Check every line in the listing below for "junction". Copy the ones where it occurs.

# [DATA UNDER STUDY]
+ + + + +

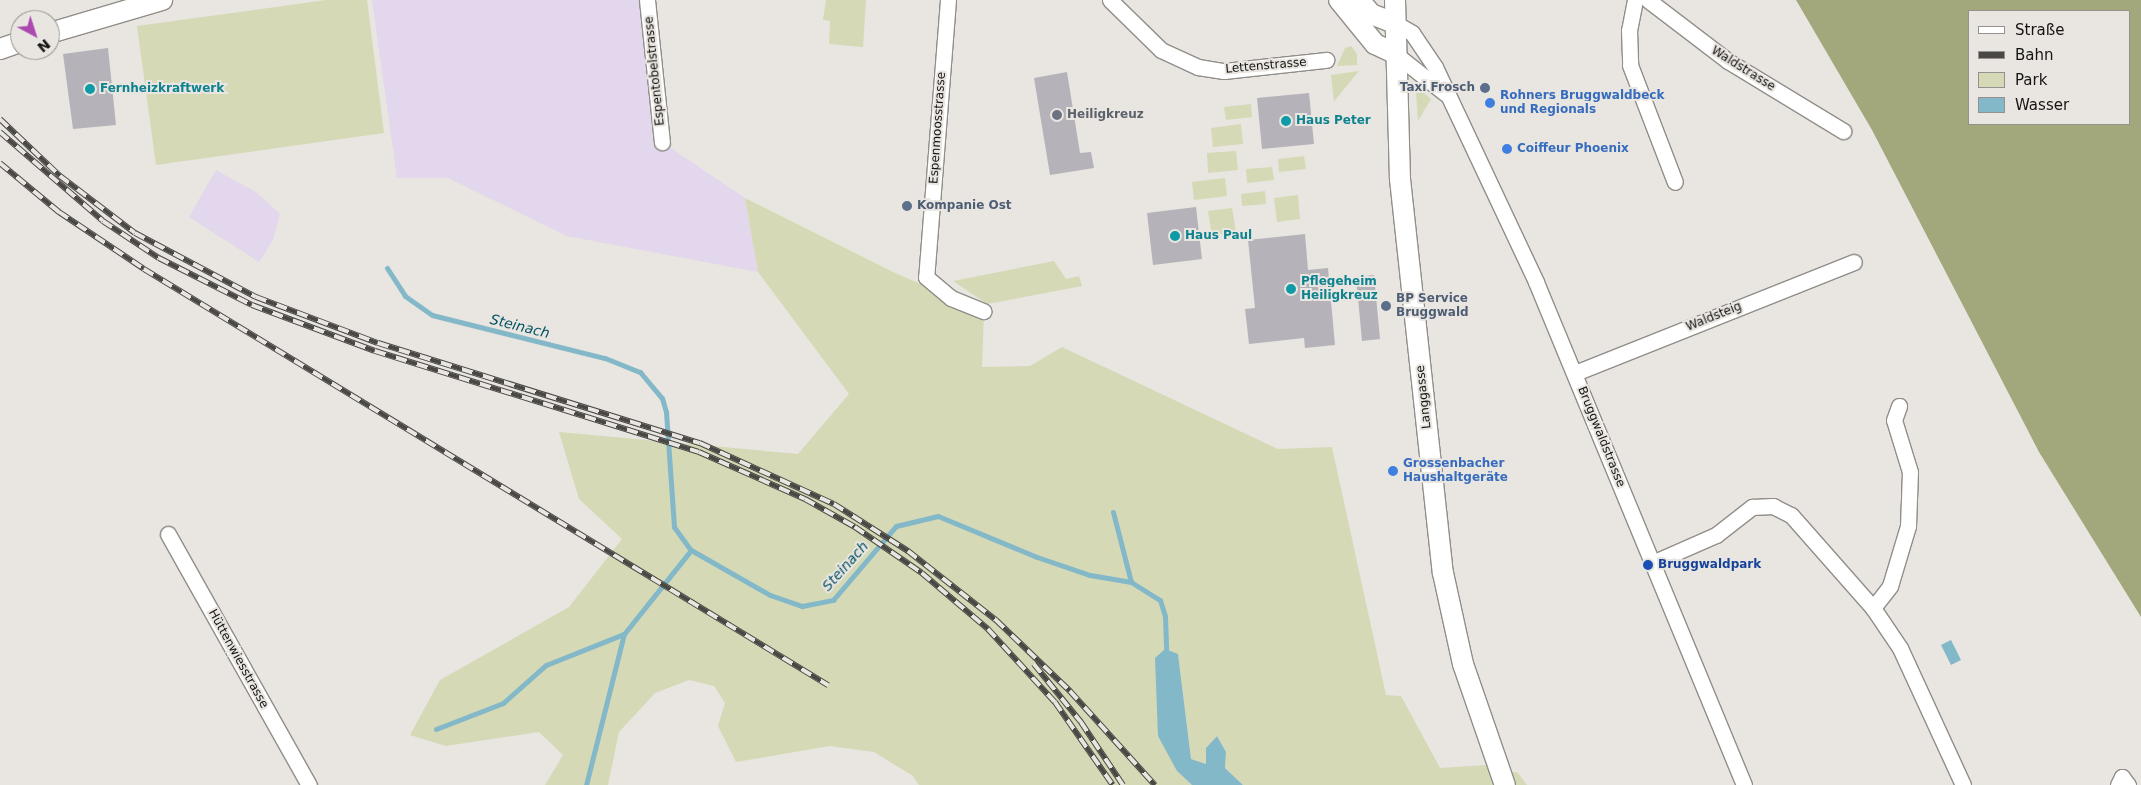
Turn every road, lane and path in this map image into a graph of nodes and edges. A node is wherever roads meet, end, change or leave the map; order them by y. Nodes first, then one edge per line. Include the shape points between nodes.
1 (162, 0) edge
2 (647, 0) edge
3 (948, 0) edge
4 (1110, 0) edge
5 (1339, 0) edge
6 (1359, 0) edge
7 (1395, 0) edge
8 (1635, 0) edge
9 (1648, 0) edge
10 (1395, 23) junction
11 (60, 30) edge
12 (1394, 53) junction
13 (1326, 60) dead end
14 (1446, 94) junction
15 (1843, 131) dead end
16 (662, 142) dead end
17 (1675, 182) dead end
18 (1854, 262) dead end
19 (984, 311) dead end
20 (1575, 372) junction
21 (1899, 406) dead end
22 (168, 534) dead end
23 (1652, 563) junction
24 (1873, 608) junction
25 (309, 785) edge
26 (1505, 785) edge
27 (1744, 785) edge
28 (1963, 785) edge
29 (2118, 785) edge
30 (2128, 785) edge

1 - 11 main road
2 - 16 street, Espentobelstrasse
3 - 19 street, Espenmoosstrasse via 926,277 951,298
4 - 13 street, Lettenstrasse via 1161,50 1198,67 1224,71
5 - 12 main road via 1375,44
6 - 10 main road via 1371,14
7 - 10 main road, Langgasse
8 - 17 street via 1629,30 1630,65
9 - 15 street, Waldstrasse via 1728,61
10 - 12 main road, Langgasse
10 - 14 street, Bruggwaldstrasse via 1423,45
12 - 14 street, Bruggwaldstrasse
12 - 26 main road, Langgasse via 1400,179 1443,573 1463,664
14 - 20 street, Bruggwaldstrasse
18 - 20 street, Waldsteig
20 - 23 street, Bruggwaldstrasse
21 - 24 street via 1894,420 1910,472 1908,526 1890,586
22 - 25 street, Hüttenwiesstrasse
23 - 24 street via 1716,535 1752,507 1773,506 1800,524
23 - 27 street, Bruggwaldstrasse
24 - 28 street via 1900,648
29 - 30 street via 2122,777

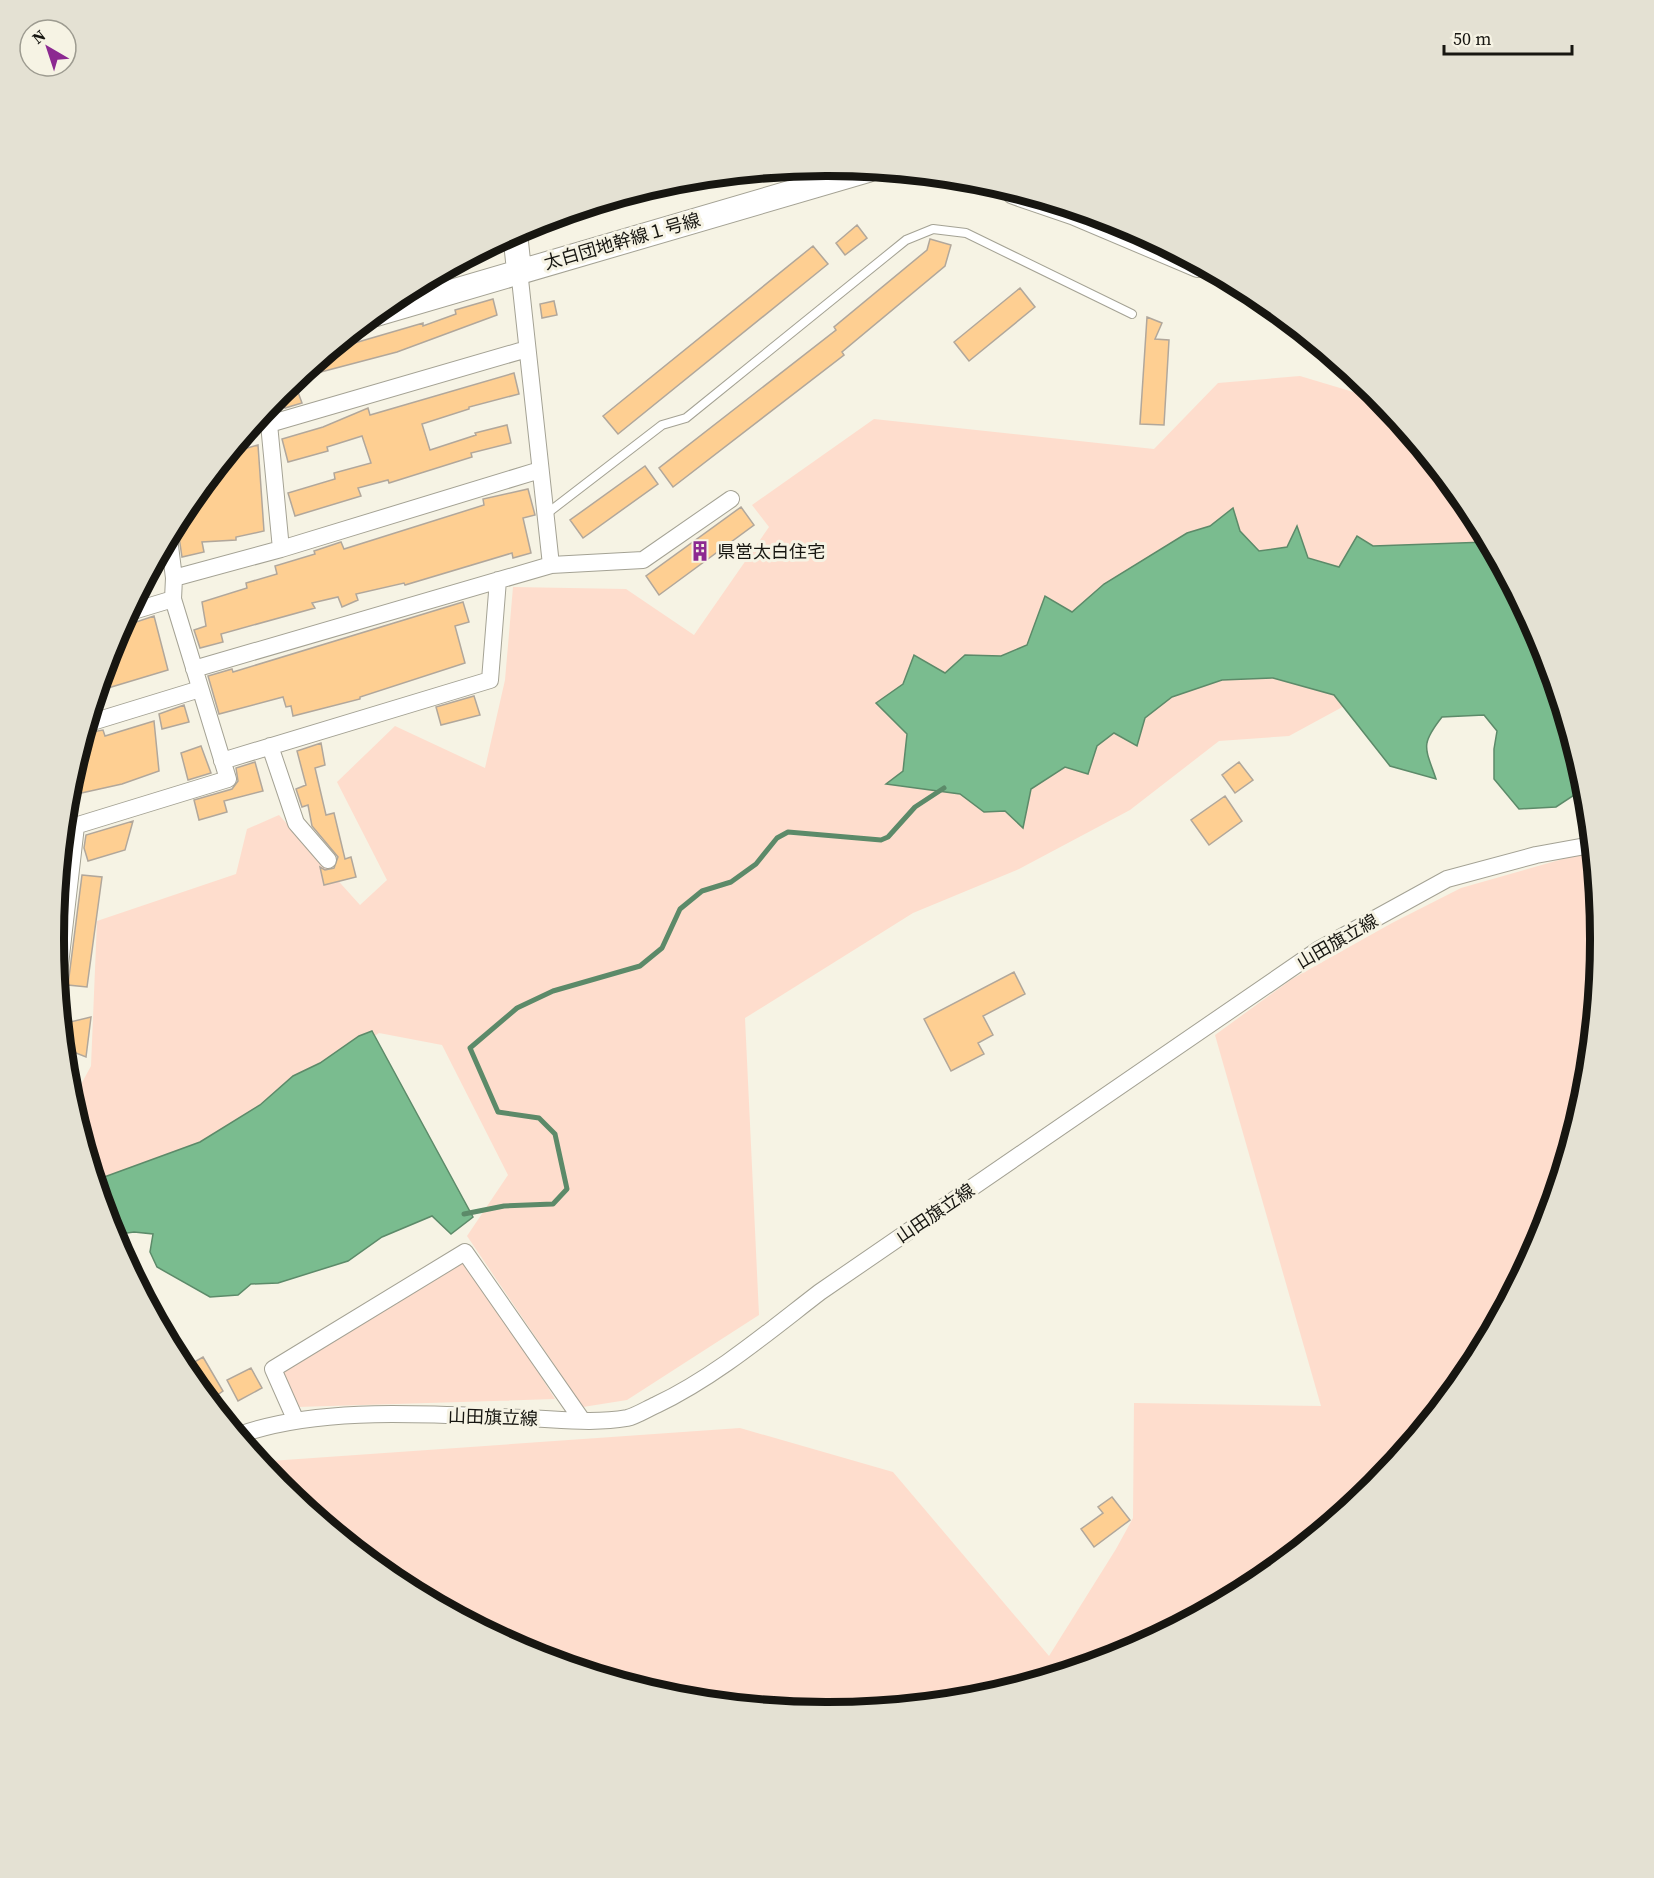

+ + + + +

# [ANSWER TO THIS PROBLEM]
10 (1395, 23) junction
12 (1394, 53) junction
14 (1446, 94) junction
20 (1575, 372) junction
23 (1652, 563) junction
24 (1873, 608) junction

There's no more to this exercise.